Segment Open

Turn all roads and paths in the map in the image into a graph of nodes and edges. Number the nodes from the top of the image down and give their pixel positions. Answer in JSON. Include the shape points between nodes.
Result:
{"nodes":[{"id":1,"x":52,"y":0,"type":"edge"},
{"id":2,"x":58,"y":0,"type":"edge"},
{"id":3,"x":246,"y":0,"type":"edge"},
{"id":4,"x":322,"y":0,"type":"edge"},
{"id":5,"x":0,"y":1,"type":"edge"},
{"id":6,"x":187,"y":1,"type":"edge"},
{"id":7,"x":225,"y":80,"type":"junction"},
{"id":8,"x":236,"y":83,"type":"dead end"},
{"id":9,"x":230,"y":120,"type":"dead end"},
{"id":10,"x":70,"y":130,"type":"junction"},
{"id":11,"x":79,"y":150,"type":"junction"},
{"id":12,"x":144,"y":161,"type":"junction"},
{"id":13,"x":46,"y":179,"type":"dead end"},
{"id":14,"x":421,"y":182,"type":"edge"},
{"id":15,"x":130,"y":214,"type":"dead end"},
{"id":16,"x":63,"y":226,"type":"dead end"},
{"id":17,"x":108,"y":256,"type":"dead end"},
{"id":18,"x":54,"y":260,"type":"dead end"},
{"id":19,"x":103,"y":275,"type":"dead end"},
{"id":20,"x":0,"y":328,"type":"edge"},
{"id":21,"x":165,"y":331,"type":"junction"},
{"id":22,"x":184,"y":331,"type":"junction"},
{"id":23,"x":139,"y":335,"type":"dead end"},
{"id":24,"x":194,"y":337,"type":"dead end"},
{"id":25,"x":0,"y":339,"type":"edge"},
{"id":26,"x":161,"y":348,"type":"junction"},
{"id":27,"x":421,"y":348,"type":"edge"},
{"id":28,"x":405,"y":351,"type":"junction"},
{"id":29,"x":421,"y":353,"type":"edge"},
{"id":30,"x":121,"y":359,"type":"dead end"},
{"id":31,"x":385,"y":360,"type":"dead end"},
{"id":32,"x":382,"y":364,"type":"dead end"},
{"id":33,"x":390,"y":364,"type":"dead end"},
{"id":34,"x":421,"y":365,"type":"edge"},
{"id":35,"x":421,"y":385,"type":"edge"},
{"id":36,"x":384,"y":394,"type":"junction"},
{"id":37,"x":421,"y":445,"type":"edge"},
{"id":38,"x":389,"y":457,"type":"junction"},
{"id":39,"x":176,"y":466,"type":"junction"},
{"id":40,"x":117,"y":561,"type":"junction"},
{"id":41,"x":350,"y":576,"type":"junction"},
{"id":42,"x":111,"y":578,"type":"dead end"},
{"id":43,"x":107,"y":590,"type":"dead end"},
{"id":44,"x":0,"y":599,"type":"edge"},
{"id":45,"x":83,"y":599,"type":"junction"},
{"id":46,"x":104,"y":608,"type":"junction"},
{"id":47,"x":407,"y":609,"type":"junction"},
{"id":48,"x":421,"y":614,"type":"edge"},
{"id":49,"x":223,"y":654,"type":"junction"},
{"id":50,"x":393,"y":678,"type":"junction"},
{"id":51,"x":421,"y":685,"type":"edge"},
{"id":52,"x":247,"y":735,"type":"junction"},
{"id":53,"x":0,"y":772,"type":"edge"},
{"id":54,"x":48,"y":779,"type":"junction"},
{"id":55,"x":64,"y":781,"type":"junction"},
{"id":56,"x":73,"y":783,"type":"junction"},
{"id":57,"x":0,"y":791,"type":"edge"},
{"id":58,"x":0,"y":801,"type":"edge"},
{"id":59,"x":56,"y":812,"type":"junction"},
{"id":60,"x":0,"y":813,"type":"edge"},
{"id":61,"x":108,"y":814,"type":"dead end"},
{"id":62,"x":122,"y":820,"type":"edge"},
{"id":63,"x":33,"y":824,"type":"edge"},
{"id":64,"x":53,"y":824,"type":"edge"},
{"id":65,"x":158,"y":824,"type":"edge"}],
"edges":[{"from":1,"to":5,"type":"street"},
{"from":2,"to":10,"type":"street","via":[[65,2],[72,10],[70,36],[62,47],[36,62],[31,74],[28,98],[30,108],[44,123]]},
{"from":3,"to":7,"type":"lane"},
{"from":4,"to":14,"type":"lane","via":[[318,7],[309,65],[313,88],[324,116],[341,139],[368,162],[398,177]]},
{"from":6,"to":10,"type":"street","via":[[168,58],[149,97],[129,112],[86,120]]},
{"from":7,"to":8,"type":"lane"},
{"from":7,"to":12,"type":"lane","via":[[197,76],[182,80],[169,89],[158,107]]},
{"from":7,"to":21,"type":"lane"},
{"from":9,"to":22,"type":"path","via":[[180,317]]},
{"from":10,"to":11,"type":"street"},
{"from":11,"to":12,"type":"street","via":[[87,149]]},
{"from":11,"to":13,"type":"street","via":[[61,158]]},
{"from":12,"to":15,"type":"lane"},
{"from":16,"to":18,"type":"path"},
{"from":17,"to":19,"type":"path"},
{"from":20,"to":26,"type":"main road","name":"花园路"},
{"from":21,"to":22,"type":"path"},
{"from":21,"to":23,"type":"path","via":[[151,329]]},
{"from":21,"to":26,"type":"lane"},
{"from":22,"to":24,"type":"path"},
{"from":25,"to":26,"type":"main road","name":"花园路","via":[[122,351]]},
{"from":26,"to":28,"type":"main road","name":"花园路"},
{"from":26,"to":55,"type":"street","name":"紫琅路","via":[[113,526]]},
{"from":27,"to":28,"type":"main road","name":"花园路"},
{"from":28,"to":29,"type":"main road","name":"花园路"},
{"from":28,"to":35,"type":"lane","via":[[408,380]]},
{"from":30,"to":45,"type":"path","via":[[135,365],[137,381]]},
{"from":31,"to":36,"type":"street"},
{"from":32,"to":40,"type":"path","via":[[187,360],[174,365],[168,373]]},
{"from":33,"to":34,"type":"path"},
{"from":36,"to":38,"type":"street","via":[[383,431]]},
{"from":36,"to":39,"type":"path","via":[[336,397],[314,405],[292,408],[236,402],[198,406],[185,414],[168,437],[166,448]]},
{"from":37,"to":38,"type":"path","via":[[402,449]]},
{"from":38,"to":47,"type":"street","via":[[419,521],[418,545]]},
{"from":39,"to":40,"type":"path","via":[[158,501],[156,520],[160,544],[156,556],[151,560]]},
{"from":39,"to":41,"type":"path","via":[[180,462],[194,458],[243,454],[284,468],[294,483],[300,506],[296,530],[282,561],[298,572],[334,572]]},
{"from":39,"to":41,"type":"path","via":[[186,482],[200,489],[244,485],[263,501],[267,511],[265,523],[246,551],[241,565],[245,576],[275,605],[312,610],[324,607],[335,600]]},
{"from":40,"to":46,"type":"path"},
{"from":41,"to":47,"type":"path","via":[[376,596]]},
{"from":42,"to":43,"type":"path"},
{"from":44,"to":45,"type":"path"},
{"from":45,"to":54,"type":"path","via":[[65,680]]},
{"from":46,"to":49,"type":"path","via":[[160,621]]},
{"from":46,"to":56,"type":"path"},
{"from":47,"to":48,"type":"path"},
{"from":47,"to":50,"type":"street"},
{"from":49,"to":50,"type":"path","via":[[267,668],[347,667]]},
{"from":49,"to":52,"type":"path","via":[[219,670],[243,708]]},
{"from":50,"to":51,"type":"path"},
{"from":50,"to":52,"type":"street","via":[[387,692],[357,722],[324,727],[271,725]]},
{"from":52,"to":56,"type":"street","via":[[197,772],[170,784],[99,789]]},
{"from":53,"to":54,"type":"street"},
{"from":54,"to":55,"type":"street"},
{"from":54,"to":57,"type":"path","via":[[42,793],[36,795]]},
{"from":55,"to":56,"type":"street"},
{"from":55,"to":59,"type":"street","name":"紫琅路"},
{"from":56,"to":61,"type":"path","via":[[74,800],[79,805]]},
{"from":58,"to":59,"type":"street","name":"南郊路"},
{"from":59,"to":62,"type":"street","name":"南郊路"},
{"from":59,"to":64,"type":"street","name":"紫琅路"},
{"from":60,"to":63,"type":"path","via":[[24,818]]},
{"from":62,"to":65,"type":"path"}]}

Segment Closed
Segment Open

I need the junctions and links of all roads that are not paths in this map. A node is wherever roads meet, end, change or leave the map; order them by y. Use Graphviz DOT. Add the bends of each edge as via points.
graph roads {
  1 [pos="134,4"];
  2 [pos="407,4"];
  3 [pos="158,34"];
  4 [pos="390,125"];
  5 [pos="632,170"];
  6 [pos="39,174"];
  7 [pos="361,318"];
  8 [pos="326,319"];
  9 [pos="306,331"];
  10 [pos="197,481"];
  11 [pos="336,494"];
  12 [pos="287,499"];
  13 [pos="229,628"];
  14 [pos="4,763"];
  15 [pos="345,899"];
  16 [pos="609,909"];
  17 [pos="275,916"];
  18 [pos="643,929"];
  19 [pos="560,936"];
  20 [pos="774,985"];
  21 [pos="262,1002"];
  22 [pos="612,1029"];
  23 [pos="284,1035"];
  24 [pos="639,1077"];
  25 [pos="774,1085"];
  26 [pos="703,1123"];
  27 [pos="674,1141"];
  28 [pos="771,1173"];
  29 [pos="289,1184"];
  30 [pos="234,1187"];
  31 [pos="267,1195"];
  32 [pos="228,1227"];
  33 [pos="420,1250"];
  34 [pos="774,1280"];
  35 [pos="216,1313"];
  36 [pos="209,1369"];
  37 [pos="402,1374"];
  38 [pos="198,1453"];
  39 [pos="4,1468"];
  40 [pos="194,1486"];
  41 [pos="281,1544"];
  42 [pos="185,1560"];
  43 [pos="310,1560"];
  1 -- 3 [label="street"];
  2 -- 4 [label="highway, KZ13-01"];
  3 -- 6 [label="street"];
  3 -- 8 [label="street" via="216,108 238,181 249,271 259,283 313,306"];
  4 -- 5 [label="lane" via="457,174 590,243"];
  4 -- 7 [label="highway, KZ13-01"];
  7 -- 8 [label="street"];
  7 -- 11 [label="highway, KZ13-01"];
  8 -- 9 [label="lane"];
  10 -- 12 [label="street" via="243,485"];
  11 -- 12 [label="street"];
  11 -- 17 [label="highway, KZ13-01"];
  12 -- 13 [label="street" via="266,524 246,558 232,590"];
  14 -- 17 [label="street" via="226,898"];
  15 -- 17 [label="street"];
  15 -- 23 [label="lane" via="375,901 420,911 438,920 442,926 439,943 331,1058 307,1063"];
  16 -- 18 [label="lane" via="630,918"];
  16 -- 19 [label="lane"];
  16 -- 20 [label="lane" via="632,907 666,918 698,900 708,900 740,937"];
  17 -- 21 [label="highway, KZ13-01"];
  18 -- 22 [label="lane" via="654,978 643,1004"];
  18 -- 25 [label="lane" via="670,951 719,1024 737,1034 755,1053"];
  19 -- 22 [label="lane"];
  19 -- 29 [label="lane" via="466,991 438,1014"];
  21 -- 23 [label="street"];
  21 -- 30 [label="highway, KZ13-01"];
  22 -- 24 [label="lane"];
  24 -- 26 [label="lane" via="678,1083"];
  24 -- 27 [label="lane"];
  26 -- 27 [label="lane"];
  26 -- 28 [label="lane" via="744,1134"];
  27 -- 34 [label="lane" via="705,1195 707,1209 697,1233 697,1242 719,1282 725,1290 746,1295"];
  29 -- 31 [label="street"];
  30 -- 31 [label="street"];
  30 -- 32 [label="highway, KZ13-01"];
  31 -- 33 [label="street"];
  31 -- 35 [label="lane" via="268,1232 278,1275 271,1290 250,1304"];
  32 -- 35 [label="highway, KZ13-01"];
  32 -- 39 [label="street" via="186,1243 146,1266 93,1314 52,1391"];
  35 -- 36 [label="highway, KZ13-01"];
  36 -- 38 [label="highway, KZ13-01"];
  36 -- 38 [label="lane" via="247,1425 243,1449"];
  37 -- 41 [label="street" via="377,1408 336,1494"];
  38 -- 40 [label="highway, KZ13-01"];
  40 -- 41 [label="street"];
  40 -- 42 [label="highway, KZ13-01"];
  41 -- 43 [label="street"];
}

Segment Closed

The problem:
Read through the entries, then copy every line where the string "nodes" is found.

Task output:
Turn all roads and paths in the map in the image into a graph of nodes and edges. Number the nodes from the top of the image down and give their pixel positions. Answer in JSON. Include the shape points between nodes.
{"nodes":[{"id":1,"x":52,"y":0,"type":"edge"},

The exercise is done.